There is a mathematical problem in the world that mathematicians have been solving for the past 65 years, and which is based on the assumption that each of the natural numbers in the range from 1 to 100 can be represented as the sum of three numbers, each of which is constructed in third degree. Recently, a solution to this problem was found for the last and most difficult number in the indicated range, the number 42, and this was done using the so-called “planetary supercomputer”, which consists of many thousands of home personal computers connected together using distributed computing technologies.

The above problem formulated in 1954 is represented by the formula x^3+y^3+z^3=K. K is each of the natural numbers from the range from 1 to 100, and in this problem it is required to find the values ​​of x, y and z. Over the next two decades after formulating this problem, solutions were found for the lightest numbers in the series. In 2000, Noam Elkies from Harvard University developed and published an algorithm that, by 2019, found solutions to all other numbers except two, 33 and 42.

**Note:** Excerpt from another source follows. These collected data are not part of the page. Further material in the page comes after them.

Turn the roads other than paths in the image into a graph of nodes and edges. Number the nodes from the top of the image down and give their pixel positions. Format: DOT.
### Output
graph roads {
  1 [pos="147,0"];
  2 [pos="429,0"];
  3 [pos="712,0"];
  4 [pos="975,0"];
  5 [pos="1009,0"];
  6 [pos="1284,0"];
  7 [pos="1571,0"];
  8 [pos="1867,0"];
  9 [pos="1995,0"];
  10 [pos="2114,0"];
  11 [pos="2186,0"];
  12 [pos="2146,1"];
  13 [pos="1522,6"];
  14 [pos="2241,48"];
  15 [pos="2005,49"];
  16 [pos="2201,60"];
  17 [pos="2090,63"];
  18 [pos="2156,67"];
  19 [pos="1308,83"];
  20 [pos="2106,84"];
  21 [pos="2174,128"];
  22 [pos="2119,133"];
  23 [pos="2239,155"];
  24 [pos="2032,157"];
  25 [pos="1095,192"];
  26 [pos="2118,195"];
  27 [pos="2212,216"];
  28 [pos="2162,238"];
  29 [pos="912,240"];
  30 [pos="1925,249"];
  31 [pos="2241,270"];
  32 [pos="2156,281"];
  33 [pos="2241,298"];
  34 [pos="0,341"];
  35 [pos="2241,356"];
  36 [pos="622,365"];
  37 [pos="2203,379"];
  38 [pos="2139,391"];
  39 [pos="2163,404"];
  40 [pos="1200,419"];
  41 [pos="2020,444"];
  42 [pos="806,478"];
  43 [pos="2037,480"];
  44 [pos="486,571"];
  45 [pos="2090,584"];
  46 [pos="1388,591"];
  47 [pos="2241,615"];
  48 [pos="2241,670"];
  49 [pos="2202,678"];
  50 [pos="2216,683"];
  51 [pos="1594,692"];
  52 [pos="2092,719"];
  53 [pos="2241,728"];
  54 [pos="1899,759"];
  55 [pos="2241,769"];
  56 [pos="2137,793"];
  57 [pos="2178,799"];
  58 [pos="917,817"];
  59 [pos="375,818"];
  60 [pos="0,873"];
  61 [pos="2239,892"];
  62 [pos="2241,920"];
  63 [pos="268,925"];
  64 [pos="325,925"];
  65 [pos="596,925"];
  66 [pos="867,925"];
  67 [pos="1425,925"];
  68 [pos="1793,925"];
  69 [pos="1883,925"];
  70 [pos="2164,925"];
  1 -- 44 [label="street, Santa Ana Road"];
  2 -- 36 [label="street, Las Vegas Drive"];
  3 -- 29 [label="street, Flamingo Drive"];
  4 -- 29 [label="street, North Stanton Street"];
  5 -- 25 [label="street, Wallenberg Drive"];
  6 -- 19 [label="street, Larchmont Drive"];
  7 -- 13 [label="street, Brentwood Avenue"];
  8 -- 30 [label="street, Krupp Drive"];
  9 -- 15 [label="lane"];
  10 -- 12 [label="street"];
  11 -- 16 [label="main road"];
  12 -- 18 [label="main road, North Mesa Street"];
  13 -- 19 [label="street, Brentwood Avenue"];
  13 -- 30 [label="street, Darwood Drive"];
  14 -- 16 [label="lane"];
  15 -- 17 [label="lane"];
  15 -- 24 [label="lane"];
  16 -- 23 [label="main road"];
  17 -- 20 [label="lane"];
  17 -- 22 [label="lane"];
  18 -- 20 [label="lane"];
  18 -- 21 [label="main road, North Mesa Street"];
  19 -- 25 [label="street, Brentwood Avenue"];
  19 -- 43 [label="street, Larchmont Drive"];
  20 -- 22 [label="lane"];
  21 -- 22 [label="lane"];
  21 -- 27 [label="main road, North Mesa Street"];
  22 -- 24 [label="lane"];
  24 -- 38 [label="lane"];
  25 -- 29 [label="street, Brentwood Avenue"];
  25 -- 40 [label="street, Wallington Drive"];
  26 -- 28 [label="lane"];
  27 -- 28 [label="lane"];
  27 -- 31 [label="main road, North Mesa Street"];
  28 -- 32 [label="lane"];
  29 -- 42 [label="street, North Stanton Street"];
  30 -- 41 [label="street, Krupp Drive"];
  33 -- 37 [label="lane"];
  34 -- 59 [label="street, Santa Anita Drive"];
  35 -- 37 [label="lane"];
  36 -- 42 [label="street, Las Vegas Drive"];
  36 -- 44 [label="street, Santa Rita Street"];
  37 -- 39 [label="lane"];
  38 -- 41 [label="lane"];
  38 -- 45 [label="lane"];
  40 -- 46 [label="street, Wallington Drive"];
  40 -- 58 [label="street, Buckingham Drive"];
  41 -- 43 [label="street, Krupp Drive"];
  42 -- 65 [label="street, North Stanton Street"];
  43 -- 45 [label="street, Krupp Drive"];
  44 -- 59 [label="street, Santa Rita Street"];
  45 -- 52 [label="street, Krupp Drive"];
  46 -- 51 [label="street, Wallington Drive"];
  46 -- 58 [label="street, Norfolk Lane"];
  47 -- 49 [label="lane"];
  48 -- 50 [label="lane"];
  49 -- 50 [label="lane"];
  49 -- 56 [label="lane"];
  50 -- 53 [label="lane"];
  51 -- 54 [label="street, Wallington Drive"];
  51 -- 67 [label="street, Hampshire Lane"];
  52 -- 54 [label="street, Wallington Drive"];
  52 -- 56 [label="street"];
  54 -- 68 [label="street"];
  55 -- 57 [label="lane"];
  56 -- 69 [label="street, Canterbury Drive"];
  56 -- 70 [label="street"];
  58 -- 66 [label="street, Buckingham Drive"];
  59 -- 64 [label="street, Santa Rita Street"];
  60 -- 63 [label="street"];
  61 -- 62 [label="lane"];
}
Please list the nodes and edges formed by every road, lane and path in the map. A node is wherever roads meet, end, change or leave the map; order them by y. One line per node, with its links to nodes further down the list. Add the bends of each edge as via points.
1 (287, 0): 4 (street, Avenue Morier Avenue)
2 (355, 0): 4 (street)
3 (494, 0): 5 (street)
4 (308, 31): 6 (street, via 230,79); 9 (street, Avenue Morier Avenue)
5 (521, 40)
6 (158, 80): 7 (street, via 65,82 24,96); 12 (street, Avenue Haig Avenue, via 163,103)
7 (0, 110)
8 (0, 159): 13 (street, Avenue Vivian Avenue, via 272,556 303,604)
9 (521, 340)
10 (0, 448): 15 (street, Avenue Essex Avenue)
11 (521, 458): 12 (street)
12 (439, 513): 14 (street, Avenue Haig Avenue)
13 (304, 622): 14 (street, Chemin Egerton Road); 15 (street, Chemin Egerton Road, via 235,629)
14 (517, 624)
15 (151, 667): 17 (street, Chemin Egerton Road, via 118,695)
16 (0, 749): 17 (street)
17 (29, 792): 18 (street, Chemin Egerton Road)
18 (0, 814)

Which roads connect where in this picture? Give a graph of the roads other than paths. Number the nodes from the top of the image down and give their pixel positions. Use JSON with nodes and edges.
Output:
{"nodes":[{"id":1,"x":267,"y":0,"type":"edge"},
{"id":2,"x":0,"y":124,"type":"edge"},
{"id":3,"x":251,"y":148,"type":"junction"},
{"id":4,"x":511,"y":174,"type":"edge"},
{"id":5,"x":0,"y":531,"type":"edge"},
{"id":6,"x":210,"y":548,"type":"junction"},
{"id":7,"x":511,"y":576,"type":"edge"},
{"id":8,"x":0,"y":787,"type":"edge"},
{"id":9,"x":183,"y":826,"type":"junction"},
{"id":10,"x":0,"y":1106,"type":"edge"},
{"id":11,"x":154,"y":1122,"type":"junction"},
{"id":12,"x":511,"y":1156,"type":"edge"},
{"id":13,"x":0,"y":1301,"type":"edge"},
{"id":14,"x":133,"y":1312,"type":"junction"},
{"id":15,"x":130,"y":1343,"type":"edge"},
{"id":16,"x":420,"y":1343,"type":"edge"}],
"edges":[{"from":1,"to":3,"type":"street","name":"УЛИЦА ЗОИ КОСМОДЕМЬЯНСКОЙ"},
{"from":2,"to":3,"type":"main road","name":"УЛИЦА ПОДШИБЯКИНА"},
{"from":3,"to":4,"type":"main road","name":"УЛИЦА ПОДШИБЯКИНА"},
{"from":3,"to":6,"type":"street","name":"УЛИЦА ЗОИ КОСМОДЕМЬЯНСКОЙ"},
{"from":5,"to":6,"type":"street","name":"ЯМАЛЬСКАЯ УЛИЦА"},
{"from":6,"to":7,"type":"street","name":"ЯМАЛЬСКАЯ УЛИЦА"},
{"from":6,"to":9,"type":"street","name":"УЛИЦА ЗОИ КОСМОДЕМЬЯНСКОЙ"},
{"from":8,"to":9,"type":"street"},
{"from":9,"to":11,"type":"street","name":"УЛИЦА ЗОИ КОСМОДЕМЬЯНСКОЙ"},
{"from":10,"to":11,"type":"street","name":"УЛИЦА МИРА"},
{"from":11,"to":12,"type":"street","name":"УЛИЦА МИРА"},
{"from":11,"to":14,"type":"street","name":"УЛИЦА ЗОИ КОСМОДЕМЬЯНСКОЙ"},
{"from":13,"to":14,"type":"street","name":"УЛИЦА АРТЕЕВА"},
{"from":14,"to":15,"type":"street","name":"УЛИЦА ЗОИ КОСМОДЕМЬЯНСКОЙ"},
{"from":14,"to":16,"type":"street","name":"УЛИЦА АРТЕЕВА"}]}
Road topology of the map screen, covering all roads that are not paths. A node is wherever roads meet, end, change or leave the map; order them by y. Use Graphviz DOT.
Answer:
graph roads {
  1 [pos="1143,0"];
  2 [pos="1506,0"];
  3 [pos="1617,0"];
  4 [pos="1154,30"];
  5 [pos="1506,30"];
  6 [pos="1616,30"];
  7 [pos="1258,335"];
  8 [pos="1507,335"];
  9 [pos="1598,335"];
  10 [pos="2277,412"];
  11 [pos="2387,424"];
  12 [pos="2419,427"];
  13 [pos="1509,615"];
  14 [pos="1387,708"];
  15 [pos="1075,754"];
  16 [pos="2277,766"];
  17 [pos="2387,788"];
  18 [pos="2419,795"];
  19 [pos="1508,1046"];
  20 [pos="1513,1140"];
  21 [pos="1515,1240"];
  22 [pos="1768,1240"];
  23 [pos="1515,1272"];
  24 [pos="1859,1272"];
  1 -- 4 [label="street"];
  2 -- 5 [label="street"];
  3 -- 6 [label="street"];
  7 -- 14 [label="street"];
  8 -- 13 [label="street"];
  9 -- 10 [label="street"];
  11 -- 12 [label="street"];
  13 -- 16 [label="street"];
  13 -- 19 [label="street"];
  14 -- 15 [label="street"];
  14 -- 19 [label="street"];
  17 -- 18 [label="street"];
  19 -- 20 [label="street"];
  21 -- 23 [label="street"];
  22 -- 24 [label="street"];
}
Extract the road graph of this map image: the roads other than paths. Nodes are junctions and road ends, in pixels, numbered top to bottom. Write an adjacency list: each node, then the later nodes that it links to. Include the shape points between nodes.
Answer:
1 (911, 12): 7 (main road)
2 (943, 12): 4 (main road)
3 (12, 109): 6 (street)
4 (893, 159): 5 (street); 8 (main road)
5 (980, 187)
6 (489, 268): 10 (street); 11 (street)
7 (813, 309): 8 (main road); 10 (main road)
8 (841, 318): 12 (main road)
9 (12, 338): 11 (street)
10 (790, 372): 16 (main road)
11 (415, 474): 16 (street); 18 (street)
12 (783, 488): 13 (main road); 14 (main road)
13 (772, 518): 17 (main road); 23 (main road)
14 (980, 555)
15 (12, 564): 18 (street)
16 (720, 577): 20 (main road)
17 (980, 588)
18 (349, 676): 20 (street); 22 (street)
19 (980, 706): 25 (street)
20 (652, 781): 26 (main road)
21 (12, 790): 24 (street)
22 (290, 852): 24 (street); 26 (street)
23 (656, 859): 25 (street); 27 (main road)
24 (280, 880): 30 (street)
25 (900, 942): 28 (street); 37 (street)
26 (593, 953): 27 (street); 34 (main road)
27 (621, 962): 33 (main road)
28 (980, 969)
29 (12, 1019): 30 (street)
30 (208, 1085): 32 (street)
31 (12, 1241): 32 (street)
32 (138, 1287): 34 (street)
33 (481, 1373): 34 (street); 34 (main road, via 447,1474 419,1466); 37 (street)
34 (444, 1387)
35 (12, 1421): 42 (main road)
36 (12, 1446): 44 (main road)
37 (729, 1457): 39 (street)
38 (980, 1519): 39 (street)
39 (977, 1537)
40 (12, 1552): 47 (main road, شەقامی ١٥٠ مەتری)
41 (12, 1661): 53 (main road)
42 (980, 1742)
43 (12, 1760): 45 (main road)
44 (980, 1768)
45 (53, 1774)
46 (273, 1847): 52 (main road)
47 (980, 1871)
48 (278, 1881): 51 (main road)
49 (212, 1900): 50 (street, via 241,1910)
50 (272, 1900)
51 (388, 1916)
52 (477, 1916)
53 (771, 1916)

Thanks to the efforts of mathematician Andrew Booker from the University of Bristol in the United Kingdom, who developed another specialized algorithm, a solution to the problem for number 33 was found last year. This required three weeks of operation of a supercomputer located at the university’s Advanced Computing Research Center.



Then Andrew Booker tackled the number 42, the solution to which is the most difficult of the whole series. Andrew Sutherland, a mathematician at MIT, an expert in large-scale distributed parallel computing technologies, was involved in this work. In solving the problem for the number 42, more than 500 thousand home personal computers were involved, united in a “planetary supercomputer” within the Charity Engine project, and about a million hours of computing time were spent searching for it.

As a result of this, the following values ​​were obtained:
X = -80538738812075974
Y = 80435758145817515
Z = 12602123297335631

And the complete equation is (-80538738812075974)^3 + 80435758145817515^3 + 12602123297335631^3 = 42).

“In this“ game, “it was impossible to be sure that a solution would be found at all,” says Andrew Booker, “a solution could be found within a few months, as it happened, but it could happen that this solution isn’t would be found throughout the next century. ”

Now scientists are going to “raise the bar” and increase by an order (up to 1000) the upper boundary of a series of numbers for the three-cubic problem. There are many very complex numbers in this range – 114, 165, 390, 579, 627, 633, 732, 906, 921 and 975, and scientists can’t even predict how much effort and time it may take to find solutions.